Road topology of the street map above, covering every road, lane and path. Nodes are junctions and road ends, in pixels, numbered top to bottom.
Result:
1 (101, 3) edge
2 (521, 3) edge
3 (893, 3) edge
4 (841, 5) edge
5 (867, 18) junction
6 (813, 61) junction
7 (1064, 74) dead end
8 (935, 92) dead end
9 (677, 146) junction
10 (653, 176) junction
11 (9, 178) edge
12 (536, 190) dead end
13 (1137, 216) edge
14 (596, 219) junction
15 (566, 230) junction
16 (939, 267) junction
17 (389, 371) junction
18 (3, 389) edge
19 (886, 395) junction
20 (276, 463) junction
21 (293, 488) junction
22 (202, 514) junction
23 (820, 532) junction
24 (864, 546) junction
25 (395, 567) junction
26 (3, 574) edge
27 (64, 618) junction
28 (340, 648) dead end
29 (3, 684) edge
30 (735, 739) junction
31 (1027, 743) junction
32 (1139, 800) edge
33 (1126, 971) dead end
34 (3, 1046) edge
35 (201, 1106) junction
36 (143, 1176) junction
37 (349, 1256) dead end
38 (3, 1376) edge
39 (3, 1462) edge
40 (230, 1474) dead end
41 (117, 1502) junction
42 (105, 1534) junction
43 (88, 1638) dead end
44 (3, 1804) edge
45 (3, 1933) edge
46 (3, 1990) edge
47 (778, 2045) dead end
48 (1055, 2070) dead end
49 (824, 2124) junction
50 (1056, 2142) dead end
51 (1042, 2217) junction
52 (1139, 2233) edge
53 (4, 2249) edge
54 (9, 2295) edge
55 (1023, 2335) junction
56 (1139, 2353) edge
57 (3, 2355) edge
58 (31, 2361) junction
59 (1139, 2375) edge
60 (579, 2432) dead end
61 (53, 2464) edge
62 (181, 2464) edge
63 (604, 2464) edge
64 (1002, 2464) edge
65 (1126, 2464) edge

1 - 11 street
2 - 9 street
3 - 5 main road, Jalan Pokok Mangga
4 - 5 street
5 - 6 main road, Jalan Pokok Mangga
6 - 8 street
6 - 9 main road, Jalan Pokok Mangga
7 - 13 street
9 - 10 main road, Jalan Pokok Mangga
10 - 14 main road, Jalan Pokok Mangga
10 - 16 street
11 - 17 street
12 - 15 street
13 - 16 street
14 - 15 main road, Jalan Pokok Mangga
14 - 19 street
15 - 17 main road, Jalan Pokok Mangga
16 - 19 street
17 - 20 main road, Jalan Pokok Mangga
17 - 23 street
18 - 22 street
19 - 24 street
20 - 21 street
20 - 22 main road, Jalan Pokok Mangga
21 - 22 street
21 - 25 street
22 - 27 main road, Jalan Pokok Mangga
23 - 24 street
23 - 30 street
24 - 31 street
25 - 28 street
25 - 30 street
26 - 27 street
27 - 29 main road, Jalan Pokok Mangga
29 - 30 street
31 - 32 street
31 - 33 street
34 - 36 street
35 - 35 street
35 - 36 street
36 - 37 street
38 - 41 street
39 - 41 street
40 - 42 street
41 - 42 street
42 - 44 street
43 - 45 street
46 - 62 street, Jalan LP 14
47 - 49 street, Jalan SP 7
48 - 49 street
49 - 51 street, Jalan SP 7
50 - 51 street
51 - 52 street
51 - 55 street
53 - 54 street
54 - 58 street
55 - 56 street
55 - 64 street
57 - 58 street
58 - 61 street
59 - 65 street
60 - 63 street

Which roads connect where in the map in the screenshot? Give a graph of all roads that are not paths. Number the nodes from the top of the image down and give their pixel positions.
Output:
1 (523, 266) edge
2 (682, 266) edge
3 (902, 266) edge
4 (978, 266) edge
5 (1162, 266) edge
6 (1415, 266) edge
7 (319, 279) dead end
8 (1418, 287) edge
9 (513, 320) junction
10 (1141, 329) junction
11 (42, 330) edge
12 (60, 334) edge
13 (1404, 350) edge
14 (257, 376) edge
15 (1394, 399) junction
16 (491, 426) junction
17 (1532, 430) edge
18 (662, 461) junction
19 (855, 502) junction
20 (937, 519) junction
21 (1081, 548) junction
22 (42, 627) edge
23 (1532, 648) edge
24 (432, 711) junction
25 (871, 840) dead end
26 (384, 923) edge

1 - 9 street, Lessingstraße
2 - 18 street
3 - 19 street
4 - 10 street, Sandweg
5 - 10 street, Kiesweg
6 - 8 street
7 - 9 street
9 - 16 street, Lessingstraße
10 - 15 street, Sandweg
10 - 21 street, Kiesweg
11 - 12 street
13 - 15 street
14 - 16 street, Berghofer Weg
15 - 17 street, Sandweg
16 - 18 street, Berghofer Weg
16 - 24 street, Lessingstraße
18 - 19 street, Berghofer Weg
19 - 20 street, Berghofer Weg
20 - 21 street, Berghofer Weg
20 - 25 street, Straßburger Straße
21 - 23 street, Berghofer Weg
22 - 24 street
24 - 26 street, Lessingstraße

+++++

• _Problem_
The lines to copy are those in the listing that contain "Kiesweg".

• _Solved exercise_
5 - 10 street, Kiesweg
10 - 21 street, Kiesweg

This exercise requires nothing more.